= Franz Jetzinger =

Austrian politician (1882–1965)

Franz Jetzinger (3 December 1882 in Ranshofen in Upper Austria – 19 March 1965 in Ottensheim in Upper Austria) was an Austrian clergyman, academic, politician, civil servant, editor and author. He remains especially famous as author of the book Hitler’s Youth.

==Life and work==

After graduating from school, Jetzinger studied at the theological faculty of the university of Salzburg. He became a Jesuit priest and professor at the philosophic-theological academy in Linz. In this capacity he visited, amongst other places, Palestine in 1908.

During the First World War, Jetzinger served as a military chaplain. In 1918 he began an intensive political career: first in the German People's Party (electoral district Ried) and from 1919 on in the Sozialdemokratische Arbeiterpartei (Social Democratic Worker Party). On 14 February 1921 the Catholic Church excommunicated him. From 1919 until 1934, Jetzinger served as social democratic assemblyman in the federal state Diet (electoral district Innviertel). From 1920 until 1930 he was editor at Tagesblatt. After he had worked as deputy for two years, Jetzinger became District Administrator in 1932 and therefore member of the Upper Austrian federal state government in Linz.

After the ban to take mandates on 12 February 1934, Jetzinger, being a social democrat, was arrested by Dollfuß for five weeks. Afterwards he worked as insurance appointee for the Viennese local government. In 1935 he re-entered the Catholic Church and worked as librarian in the student's library in Linz.

Having been a member of the federal state government, Jetzinger had secured for himself the Austrian military file of Adolf Hitler, which included details on Hitler's arrest in 1914, which took place because he fled from military conscription. After Hitler had annexed Austria in 1938, he repeatedly tried to have the Gestapo locate and secure the compromising file, but Jetzinger successfully hid it in his attic until 1945, despite his arrest by the Gestapo on 22 April 1944. In 1956, Jetzinger, who hated Hitler and the National Socialist regime, wrote the book Hitler's Jugend (Hitler’s Youth), in which he also published the contents of Hitler's military file.

==Hitler’s Youth==
Jetzinger gained fame in 1958 through the English version of his book Hitler’s Youth, in which he could refute many of Hitler's statements about his early years.

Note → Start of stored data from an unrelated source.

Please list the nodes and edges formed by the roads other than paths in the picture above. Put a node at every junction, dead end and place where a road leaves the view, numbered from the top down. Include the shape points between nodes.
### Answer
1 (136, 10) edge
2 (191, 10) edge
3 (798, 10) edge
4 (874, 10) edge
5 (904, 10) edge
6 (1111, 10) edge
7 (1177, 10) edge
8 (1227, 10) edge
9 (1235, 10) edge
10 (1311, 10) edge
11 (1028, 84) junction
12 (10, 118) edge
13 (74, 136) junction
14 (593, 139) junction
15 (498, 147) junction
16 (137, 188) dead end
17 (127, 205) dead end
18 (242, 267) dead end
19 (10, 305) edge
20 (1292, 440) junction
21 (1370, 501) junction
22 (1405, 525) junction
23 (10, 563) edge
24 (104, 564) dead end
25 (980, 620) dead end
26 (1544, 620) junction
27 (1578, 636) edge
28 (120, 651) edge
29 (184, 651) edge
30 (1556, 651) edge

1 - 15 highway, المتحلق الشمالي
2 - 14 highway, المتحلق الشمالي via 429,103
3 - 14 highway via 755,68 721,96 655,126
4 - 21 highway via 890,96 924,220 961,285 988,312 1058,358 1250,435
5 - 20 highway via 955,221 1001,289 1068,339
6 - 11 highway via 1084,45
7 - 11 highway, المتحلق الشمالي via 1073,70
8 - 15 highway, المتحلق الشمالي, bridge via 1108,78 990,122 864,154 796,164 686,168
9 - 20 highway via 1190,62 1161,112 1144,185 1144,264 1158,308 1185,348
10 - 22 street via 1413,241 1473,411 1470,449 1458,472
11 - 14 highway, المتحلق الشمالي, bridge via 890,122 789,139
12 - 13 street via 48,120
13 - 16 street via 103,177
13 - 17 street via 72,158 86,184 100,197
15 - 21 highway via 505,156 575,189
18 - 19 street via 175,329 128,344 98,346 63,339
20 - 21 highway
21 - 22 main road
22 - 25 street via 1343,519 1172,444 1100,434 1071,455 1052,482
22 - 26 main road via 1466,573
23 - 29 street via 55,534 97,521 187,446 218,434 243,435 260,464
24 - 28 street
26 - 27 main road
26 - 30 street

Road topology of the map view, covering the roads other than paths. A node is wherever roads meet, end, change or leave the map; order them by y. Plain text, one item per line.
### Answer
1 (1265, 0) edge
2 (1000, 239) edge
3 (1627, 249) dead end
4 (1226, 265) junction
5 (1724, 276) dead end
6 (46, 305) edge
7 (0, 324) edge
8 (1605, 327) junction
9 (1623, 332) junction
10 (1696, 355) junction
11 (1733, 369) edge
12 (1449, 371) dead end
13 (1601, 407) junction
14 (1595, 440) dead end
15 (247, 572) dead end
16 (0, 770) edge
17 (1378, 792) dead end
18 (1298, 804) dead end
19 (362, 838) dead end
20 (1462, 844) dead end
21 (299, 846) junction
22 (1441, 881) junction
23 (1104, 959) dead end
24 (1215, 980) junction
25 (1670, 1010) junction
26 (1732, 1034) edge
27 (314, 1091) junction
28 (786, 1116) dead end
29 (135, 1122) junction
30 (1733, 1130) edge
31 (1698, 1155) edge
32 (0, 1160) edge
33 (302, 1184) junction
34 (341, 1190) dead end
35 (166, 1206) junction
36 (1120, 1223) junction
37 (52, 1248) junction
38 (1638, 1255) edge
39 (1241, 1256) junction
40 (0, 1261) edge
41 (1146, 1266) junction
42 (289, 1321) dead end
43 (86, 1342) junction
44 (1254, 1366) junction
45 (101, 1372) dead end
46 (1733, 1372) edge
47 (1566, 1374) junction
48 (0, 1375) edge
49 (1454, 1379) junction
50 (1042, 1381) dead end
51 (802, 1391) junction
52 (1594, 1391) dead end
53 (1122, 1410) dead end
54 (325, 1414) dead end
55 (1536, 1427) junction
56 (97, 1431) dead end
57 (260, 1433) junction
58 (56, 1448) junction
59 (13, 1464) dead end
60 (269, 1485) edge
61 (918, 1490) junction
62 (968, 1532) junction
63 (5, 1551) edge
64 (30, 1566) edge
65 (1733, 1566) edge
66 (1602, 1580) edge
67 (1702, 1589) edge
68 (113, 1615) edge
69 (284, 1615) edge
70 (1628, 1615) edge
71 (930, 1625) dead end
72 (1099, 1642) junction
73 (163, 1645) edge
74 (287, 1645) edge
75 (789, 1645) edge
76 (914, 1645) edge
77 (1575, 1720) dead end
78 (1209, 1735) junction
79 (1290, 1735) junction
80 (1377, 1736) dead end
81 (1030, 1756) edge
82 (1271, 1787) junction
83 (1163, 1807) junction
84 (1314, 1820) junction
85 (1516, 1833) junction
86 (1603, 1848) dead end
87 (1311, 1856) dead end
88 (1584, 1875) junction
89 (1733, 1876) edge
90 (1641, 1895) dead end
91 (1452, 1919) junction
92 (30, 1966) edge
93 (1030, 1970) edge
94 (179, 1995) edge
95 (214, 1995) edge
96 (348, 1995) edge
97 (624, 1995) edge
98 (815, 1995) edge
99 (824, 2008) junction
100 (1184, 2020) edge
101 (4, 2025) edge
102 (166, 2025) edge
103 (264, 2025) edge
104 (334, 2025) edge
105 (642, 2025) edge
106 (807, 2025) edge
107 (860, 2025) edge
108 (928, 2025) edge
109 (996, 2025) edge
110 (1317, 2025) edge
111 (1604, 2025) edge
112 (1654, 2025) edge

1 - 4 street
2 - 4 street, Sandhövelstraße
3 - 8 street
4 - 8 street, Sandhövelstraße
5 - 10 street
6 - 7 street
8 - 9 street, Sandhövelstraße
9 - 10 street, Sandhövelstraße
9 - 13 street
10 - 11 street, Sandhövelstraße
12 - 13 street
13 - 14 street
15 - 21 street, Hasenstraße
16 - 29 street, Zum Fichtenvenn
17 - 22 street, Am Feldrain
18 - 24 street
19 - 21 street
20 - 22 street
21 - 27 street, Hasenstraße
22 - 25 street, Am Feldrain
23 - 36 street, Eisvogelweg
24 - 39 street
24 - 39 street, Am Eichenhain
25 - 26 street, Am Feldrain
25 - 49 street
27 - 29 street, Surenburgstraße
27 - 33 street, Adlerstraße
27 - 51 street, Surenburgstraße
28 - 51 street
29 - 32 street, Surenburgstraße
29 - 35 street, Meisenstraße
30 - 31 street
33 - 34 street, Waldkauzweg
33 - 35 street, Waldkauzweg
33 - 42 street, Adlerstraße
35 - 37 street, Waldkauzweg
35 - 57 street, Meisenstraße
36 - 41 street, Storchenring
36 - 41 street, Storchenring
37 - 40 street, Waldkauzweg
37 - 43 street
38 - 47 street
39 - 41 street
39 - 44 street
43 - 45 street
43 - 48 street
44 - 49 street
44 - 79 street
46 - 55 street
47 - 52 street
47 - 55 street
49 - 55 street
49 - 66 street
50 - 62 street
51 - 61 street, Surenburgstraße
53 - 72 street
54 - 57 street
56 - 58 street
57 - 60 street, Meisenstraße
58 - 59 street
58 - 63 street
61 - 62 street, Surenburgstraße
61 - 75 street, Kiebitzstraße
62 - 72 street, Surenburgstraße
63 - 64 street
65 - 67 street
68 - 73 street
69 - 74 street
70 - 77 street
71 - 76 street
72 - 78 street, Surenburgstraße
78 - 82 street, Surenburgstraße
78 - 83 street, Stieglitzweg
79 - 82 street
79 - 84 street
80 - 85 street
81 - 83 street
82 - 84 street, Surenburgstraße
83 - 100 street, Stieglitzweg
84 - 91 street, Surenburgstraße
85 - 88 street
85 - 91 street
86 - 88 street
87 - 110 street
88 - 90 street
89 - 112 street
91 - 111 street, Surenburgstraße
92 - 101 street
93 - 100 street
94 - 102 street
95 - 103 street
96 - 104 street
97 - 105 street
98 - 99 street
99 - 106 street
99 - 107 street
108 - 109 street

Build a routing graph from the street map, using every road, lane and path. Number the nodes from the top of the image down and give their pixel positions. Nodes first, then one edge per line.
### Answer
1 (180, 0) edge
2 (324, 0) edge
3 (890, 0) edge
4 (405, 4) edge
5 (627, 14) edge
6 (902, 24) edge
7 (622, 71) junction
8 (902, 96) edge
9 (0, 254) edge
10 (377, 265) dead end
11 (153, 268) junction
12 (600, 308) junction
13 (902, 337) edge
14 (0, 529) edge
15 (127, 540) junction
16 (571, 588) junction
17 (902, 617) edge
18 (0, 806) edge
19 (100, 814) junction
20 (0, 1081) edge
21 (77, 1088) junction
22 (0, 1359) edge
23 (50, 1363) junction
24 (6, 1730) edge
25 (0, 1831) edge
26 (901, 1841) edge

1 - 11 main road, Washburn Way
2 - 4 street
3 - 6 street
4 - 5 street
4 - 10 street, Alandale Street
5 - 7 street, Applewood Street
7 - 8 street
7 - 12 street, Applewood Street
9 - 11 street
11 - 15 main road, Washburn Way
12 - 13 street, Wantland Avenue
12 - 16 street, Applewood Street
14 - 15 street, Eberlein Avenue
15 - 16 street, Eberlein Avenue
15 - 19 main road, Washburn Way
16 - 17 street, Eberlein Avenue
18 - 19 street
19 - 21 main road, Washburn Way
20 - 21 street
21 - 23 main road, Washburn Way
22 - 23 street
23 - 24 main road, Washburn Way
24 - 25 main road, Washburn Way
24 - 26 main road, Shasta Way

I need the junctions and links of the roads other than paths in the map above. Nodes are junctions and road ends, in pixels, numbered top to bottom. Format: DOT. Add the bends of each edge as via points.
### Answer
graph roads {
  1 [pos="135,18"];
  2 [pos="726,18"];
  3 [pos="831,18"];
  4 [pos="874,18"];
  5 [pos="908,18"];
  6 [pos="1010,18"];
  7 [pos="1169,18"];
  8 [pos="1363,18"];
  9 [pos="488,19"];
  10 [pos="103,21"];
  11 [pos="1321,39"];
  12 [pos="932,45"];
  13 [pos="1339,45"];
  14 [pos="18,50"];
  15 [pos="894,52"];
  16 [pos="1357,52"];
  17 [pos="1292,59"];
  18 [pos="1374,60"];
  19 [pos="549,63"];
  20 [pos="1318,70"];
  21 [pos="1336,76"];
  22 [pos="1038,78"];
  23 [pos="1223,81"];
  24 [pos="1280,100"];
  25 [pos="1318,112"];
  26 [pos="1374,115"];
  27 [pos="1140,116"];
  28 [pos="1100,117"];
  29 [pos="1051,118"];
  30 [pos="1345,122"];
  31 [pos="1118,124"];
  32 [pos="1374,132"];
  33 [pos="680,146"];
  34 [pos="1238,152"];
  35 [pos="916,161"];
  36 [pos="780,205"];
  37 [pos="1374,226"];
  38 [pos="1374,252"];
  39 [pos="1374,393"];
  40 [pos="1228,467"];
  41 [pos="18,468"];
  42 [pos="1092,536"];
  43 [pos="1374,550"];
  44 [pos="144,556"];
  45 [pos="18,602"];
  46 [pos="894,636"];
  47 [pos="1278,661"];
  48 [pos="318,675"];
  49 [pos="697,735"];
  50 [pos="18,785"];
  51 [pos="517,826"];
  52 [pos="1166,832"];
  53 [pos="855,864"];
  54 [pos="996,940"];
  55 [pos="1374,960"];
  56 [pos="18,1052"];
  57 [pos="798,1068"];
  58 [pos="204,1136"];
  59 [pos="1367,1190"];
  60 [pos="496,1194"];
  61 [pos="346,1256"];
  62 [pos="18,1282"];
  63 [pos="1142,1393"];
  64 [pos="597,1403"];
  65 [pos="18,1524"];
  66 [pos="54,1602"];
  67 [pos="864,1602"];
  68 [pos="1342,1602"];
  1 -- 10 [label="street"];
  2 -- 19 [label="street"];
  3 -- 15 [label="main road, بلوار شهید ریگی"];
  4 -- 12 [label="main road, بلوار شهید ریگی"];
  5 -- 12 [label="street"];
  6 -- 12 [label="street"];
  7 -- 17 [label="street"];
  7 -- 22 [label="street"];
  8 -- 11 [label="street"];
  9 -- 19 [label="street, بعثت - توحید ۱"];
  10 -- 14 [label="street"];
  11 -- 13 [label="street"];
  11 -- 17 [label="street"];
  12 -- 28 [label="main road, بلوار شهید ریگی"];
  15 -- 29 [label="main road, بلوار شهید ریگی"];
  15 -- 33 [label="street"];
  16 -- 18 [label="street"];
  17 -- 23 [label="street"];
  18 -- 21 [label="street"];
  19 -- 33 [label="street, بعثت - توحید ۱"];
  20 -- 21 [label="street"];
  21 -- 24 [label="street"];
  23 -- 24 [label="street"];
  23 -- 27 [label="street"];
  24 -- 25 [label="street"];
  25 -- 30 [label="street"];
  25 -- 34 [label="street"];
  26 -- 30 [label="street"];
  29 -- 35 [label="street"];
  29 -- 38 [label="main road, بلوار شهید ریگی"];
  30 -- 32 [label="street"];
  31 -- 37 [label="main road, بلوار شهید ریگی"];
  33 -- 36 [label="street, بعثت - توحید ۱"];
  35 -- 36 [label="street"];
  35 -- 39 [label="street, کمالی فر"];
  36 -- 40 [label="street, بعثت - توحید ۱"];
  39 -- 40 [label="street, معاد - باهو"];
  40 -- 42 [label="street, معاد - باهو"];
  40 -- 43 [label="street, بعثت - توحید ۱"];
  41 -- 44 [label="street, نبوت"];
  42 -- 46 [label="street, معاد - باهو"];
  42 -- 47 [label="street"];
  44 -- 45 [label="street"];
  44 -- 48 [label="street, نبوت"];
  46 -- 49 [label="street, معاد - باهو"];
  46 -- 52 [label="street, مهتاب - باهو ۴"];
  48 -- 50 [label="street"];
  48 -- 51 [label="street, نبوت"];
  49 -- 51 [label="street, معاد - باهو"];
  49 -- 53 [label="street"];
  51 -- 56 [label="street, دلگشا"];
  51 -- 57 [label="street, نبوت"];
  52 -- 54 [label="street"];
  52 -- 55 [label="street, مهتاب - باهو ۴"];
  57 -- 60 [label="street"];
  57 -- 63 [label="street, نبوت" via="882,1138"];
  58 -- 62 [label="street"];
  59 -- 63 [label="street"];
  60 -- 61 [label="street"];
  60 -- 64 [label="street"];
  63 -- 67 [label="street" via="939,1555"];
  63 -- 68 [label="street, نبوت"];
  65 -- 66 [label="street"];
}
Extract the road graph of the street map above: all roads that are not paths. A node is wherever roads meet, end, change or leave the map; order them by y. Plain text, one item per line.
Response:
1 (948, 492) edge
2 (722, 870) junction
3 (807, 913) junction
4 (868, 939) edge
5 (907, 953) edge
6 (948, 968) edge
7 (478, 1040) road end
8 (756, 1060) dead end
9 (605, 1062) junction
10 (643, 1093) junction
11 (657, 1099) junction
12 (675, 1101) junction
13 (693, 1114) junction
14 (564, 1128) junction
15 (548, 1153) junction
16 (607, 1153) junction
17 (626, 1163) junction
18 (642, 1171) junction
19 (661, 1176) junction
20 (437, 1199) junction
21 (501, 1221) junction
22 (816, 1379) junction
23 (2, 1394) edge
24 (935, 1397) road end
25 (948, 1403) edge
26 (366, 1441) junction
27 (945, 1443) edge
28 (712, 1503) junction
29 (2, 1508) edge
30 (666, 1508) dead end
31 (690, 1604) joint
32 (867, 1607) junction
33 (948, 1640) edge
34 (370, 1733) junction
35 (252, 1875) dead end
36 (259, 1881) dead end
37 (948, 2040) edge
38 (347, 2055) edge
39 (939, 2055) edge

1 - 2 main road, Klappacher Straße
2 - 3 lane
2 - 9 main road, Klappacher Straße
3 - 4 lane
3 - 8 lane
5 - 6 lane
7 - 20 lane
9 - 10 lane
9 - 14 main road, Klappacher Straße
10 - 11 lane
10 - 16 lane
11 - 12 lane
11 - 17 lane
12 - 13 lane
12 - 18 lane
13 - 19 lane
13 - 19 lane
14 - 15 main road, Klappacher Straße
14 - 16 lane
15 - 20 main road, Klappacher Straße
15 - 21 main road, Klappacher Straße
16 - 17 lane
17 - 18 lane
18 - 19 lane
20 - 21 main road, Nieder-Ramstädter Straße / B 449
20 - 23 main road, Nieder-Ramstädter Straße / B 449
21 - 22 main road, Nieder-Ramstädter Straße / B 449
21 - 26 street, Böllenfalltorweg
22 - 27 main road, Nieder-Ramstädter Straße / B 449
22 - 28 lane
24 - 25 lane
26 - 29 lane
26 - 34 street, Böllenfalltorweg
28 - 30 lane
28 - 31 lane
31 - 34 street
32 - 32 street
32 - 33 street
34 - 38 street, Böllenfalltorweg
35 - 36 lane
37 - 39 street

He attracted attention by attacking an earlier published book The Young Hitler I Knew by August Kubizek, whom Jetzinger accused of spreading falsehoods. While earlier Hitler biographers like Joachim Fest or Werner Maser adopted Jetzinger's criticism as their own, Jetzinger's crushing judgment of Kubizek's credibility has been challenged by Brigitte Hamann, author of Hitlers Wien. In 2006, Ian Kershaw opined that "Jetzinger's scholarship is, in fact, not invariably superior to Kubizek's vivid pen-picture of the young Hitler, and contains some weaknesses of its own, both factual and interpretative."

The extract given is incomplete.